### Assigned task
Only the lines from the start of the entries through the line with "background:#f2f2f2; color:#202124; height:100vh;" should be returned, each exactly as it stands, and no pictures.

Stored items:
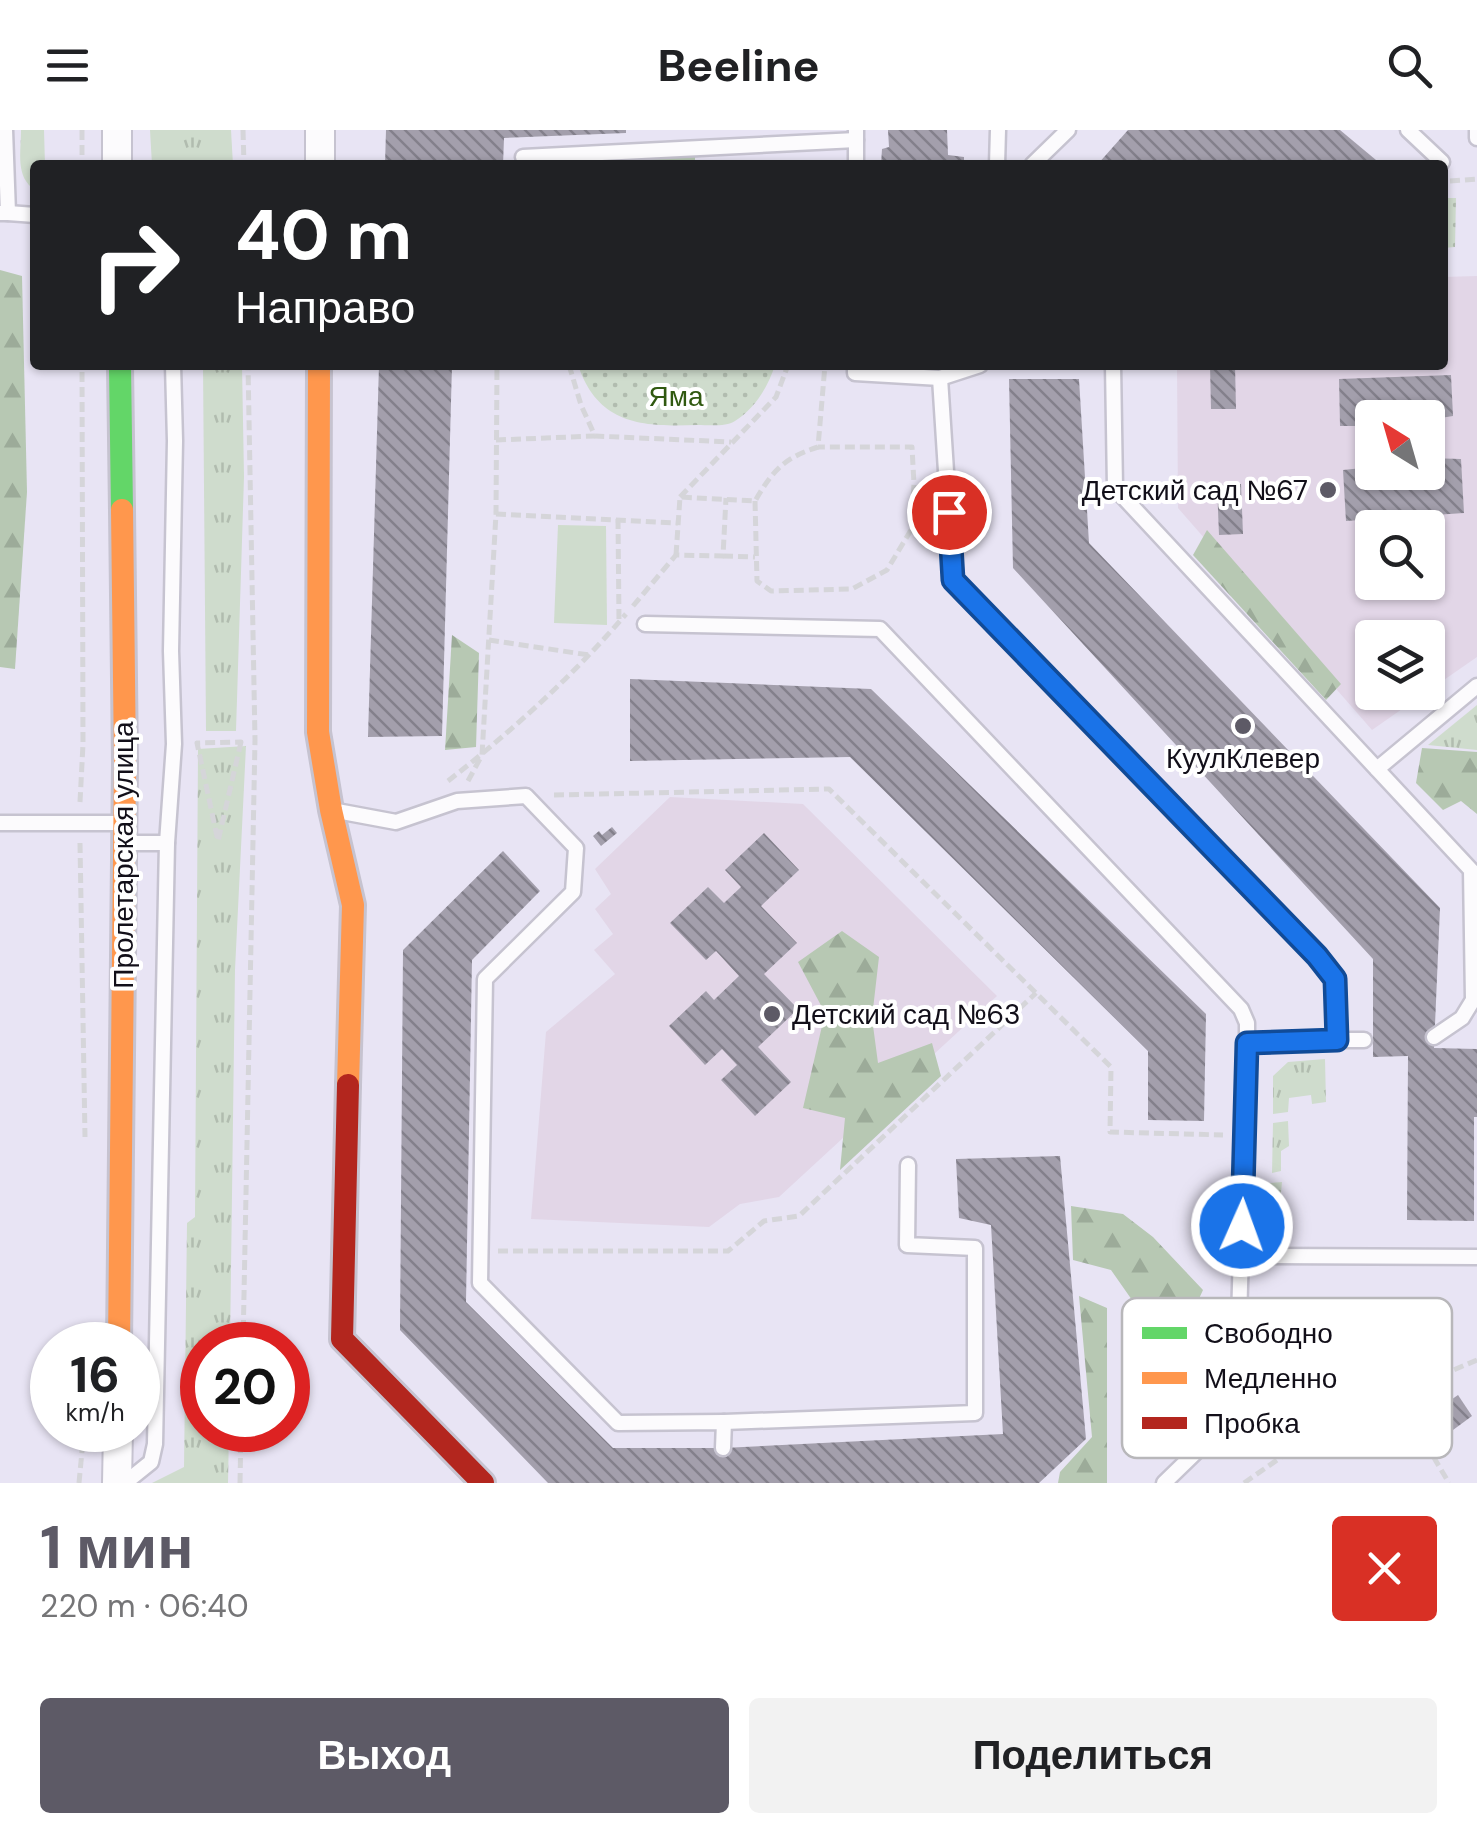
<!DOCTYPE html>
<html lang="ru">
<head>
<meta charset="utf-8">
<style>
	body { margin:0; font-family:"DM Sans",sans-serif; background:#f2f2f2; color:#202124; height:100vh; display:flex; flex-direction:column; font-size:38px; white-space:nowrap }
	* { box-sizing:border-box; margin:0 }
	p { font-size:32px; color:#757577 }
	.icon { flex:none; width:55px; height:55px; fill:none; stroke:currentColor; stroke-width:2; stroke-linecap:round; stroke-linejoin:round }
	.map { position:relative; height:1353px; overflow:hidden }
	.side { display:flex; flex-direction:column; background:#fff; flex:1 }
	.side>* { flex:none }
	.top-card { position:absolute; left:30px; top:30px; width:1418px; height:210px; border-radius:10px; box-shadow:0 2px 8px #0004; background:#202124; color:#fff; overflow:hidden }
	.needle { width:65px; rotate:323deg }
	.tools { position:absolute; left:1355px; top:270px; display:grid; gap:20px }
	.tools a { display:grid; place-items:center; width:90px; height:90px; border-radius:10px; background:#fff; box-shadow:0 2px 8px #0004; font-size:50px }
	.speed { position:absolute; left:30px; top:1192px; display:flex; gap:20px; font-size:50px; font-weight:700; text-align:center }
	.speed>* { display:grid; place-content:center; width:130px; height:130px; border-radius:50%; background:#fff; box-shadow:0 2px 8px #0004; line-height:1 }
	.speed small { font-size:25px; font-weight:400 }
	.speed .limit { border:15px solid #d22; background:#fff; color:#111 }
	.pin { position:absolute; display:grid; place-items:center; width:85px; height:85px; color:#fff; margin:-42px; border:5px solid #fff; border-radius:50%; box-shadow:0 2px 10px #0007 }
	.me { position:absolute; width:110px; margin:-55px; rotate:2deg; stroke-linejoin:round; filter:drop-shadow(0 0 8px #0008) }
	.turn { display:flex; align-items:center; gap:35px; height:210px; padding:0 40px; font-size:45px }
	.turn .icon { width:130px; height:130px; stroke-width:2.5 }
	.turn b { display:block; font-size:70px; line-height:85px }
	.round { display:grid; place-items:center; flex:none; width:105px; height:105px; border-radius:10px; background:#f2f2f2 }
	.overview { display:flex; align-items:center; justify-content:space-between; height:170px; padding:0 40px }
	h1 { font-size:60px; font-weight:700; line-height:75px; color:#5d5a66 }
	.primary-button { display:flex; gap:20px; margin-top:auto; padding:20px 40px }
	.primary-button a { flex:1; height:115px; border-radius:10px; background:#5d5a66; color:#fff; font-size:40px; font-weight:700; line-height:115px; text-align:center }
	.primary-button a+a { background:#f2f2f2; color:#202124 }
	header { display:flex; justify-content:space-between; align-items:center; height:130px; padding:0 40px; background:#fff; font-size:45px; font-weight:700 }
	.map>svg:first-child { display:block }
	.education { fill:#e2d6e7; fill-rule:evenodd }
	.grass { fill:url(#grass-tufts) }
	.forest { fill:url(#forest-firs) }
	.park { fill:url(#park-dots) }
	.pitch { fill:#cfdccd }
	.building { fill:url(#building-back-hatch) }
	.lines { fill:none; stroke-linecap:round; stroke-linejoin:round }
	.lane-casing { stroke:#c6c3d0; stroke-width:19 }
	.street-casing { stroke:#c6c3d0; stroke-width:32 }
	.fast-casing { stroke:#c6c3d0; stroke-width:28 }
	.slow-casing { stroke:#c6c3d0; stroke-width:28 }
	.jam-casing { stroke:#c6c3d0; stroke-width:28 }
	.path { stroke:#d5d5d9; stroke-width:5; stroke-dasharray:10 5; stroke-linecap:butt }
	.lane { stroke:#fcfbfd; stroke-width:14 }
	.street { stroke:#fcfbfd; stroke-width:28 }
	.fast { stroke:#63d668; stroke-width:22 }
	.slow { stroke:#ff974d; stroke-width:22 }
	.jam { stroke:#b3261e; stroke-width:22 }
	.route-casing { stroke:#114b97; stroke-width:25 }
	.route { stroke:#1a73e8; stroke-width:18 }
	.poi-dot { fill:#5d5a66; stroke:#fff; stroke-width:4 }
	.labels { text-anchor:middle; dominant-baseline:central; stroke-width:8; stroke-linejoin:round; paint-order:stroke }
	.park-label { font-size:28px; fill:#305910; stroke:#fff }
	.poi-label { font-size:28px; fill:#120f19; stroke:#fff; text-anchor:end }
	.street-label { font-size:28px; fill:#120f19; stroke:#fff }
	.key { fill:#fff; stroke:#b8b7ba; stroke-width:2.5 }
	.key-label { font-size:28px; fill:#120f19 }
</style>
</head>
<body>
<header><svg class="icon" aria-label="menu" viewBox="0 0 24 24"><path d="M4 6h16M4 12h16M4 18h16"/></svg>Beeline<svg class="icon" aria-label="search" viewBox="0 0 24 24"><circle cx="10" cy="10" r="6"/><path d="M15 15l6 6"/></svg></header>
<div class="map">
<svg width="1477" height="1353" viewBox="0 0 1477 1353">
	<defs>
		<pattern id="grass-tufts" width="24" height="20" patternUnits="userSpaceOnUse" patternTransform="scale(2.5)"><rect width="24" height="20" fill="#cfdccd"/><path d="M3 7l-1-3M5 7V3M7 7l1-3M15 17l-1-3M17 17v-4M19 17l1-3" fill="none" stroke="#b1bcaf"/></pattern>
		<pattern id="forest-firs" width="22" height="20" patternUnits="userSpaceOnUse" patternTransform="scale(2.5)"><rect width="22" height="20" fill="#b7c8b3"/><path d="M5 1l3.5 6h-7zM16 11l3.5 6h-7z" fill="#9cab99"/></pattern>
		<pattern id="park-dots" width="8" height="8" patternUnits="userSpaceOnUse" patternTransform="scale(2.5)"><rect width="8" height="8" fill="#cfdccd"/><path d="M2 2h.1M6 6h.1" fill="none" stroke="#b1bcaf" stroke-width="1.8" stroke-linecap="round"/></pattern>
		<pattern id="building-back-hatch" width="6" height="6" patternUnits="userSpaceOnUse" patternTransform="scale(2.5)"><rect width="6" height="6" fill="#a39fac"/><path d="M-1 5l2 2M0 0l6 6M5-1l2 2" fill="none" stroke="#83808b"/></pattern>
	</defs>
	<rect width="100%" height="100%" fill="#e8e4f4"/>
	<g class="education">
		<path d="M1477,146V527L1428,561V508H1372V562L1425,563L1372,600L1178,378L1177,235H1442L1443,147ZM1372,288H1428V342H1372ZM1372,398H1428V452H1372Z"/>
		<path d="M670,667L803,674L997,866L779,1067L740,1074L709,1097L531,1089L546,902L615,844L594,820L613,804L595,779L611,764L595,739Z"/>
	</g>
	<g class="grass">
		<path d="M21,0H44L45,35H35V60C15,47 21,23 21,0Z"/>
		<path d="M150,0H231L233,35H152Z"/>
		<path d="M203,235H242L244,347L236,601H206Z"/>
		<path d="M1477,575V620L1428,615Z"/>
		<path d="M246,616L235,840L230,1215H202V1300H229L228,1353H152L184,1337L187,1093L195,1087L198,619Z"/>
		<path d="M1325,929L1326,972L1312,974L1311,965L1289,968L1288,982L1273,984V946L1288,932Z"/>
		<path d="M1288,991L1289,1016L1281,1021V1041L1272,1043L1273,993Z"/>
		<path d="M1282,1052L1280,1073L1288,1075L1286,1107L1270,1113V1053Z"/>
	</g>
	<g class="forest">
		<path d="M695,23V35H603V32Z"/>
		<path d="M0,140L22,146L27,362L15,539L0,537Z"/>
		<path d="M1207,400L1341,554L1326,570L1193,425Z"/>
		<path d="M452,505L479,523L476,617L445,620Z"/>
		<path d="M1422,618L1477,622V684L1461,671L1443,680L1416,653Z"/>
		<path d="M842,801L879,827L872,888L878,933L932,913L941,946L840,1040L845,988L803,978L825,883L798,832Z"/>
		<path d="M1071,1076L1123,1084L1153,1107L1203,1160L1191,1186L1139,1180L1111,1140L1073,1130Z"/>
		<path d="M1079,1166L1107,1178V1353H1058L1060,1342L1092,1307Z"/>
	</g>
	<g class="park">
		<path d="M1443,68H1456L1455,117L1443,118Z"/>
		<path d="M578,235H775C768,257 755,278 735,291C726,297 709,295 697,295C643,297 598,295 578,235Z"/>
	</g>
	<path class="pitch" d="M558,395L606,396L607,495L554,493Z"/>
	<g class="building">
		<path d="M386,0H626V3L504,8L503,35H385Z"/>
		<path d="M888,0H947L948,25L964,27V35H881L882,19L889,17Z"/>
		<path d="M1128,0H1340L1382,35H1097Z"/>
		<path d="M379,235H452L442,606L368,607Z"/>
		<path d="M1210,235H1235L1236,279H1211Z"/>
		<path d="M1451,245L1453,286L1428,290V288H1372V296H1340L1339,249Z"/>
		<path d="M1009,249H1079L1089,413L1440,778L1434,918L1477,919V987H1474V1091L1407,1090L1408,926L1373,927V829L1013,438Z"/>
		<path d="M1428,328L1461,329L1464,383L1346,391L1343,340L1372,337V342H1428Z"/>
		<path d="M1241,354L1243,404L1219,405L1217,355Z"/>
		<path d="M1372,507V535H1362L1360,508Z"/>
		<path d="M630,549L871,559L1206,884L1204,991L1148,990V921L850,627L630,631Z"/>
		<path d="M612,697L617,703L601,716L593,706L599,701L602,705Z"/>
		<path d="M764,703L799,740L761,776L797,813L764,844L798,879L758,917L791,952L755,986L721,950L737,935L722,919L705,935L669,896L706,861L714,870L739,846L716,821L706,830L670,793L708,757L724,773L741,757L725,740Z"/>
		<path d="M503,721L540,761L472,830L466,1172L613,1318H723L1003,1304L991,1095L959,1088L956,1029L1060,1026L1086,1309L1039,1353H548L400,1200L403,820Z"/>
		<path d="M1458,1265L1472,1286L1434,1314L1419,1292Z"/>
	</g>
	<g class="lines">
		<g class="lane-casing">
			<g id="lane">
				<path d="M1408,0L1442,32"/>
				<path d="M1477,0V8"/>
				<path d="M523,27L856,10"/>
				<path d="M856,35V0"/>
				<path d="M997,35L998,0"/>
				<path d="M1032,35L1068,0"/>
				<path d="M0,83H8L5,0"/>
				<path d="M8,83L35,85"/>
				<path d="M855,235V243L940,248L980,235"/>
				<path d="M1113,235L1115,358L1471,740L1473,870L1462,888L1434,907"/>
				<path d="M940,248L953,450L1317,826L1335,849L1337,910L1247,913"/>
				<path d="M645,494L880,499L1241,879L1247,893V913L1237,1260L1229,1290L1164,1353"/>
				<path d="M1377,639L1477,556"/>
				<path d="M337,681L396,692L457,671L526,666L576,718L573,762L485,849L480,1153L618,1293L724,1292L723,1318"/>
				<path d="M0,693H119"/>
				<path d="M125,713H167"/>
				<path d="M1337,910H1364"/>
				<path d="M1241,1126L1477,1127"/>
				<path d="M47,1243L52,1244"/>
				<path d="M724,1292L975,1283V1118L907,1115L908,1035"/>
				<path d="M125,1353L151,1332L155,1314L167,713L174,614L171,521L175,311L173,235"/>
			</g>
		</g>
		<g class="street-casing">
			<g id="street">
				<path d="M117,0V35"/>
				<path d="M320,35V0"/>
				<path d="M117,1353L118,1300"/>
			</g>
		</g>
		<g class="fast-casing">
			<path id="fast" d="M120,235L122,380"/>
		</g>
		<g class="slow-casing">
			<g id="slow">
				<path d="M319,235L318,602L331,680L353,775L348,955"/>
				<path d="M119,1215L125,633L122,380"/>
			</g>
		</g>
		<g class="jam-casing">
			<path id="jam" d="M348,955L342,1209L483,1353"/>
		</g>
		<g class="path">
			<path d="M82,0V35"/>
			<path d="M243,0L244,35"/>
			<path d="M1450,51L1477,49"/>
			<path d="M569,235L581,275L595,306L731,312"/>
			<path d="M747,238L750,235"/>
			<path d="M496,310L595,306"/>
			<path d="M680,367L776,267L788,235"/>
			<path d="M755,371L757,451L771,461L852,459L887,440L911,400L914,354L912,317H818"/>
			<path d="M496,384L678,393"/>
			<path d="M618,389L619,491"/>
			<path d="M676,425L680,367L755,371C773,340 784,328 818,317L825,235"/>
			<path d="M723,426L755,427"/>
			<path d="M633,476L676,425L723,426L726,368"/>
			<path d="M489,510L589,525"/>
			<path d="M241,612L218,711L197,613Z"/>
			<path d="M448,651C512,601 573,546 626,484"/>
			<path d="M468,651L482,625L496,384L497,235"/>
			<path d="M554,665L829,659L1111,937L1110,1002L1223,1005"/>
			<path d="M80,672L83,614L82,235"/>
			<path d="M80,713L85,1007"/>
			<path d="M498,1121H728L764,1091L799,1086L1036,863"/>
			<path d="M1260,1197L1396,1264L1449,1353"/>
			<path d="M243,1215L255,610L248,235"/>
			<path d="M79,1353L84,1300"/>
			<path d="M240,1353L241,1300"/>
			<path d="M1244,1353L1333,1291L1477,1230"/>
		</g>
		<use href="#lane" class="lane"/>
		<use href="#street" class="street"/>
		<use href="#fast" class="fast"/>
		<use href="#slow" class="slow"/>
		<use href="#jam" class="jam"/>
	</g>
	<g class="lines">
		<g class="route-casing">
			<path id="route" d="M949,382L953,450L1317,826L1335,849L1337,910L1247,913L1242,1096"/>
		</g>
		<use href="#route" class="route"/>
	</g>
	<g class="poi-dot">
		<circle cx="1328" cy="360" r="10"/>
		<circle cx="1243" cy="596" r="10"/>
		<circle cx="772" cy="884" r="10"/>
	</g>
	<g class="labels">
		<g class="park-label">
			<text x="676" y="266">Яма</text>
		</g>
		<g class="poi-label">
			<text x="1308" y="360">Детский сад №67</text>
			<text x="1243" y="628" text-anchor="middle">КуулКлевер</text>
			<text x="792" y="884" text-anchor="start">Детский сад №63</text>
		</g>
		<g class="street-label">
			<text transform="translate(123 725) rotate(-90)">Пролетарская улица</text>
		</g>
	</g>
	<rect x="1122" y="1168" width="330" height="160" rx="15" class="key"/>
	<rect x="1142" y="1197" width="45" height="12" fill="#63d668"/>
	<rect x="1142" y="1242" width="45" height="12" fill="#ff974d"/>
	<rect x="1142" y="1287" width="45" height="12" fill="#b3261e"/>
	<g class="key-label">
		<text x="1204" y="1213">Свободно</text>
		<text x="1204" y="1258">Медленно</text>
		<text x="1204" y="1303">Пробка</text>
	</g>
</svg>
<div class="tools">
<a><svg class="needle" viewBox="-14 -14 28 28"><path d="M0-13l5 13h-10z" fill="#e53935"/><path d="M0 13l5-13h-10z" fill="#757577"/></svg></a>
<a><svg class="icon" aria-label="search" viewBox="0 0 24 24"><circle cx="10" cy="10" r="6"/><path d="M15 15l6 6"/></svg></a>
<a><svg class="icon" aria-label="layers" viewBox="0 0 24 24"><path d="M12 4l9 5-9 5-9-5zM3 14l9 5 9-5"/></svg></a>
</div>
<div class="speed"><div>16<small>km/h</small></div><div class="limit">20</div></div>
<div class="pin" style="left:949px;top:382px;background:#d93025"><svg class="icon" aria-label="arrive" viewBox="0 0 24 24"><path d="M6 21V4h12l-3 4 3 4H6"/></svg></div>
<svg class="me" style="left:1242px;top:1096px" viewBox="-20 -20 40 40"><circle r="17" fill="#1a73e8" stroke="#fff" stroke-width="3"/><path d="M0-11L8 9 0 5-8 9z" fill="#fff"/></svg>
<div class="top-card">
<div class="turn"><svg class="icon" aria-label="right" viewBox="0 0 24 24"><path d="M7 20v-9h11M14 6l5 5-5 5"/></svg><div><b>40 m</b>Направо</div></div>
</div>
</div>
<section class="side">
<div class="overview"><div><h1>1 мин</h1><p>220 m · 06:40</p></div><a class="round" style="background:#d93025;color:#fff"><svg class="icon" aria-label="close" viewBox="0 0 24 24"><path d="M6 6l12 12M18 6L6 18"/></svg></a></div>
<div class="primary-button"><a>Выход</a><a>Поделиться</a></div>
</section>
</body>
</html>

### Task result
<!DOCTYPE html>
<html lang="ru">
<head>
<meta charset="utf-8">
<style>
	body { margin:0; font-family:"DM Sans",sans-serif; background:#f2f2f2; color:#202124; height:100vh; display:flex; flex-direction:column; font-size:38px; white-space:nowrap }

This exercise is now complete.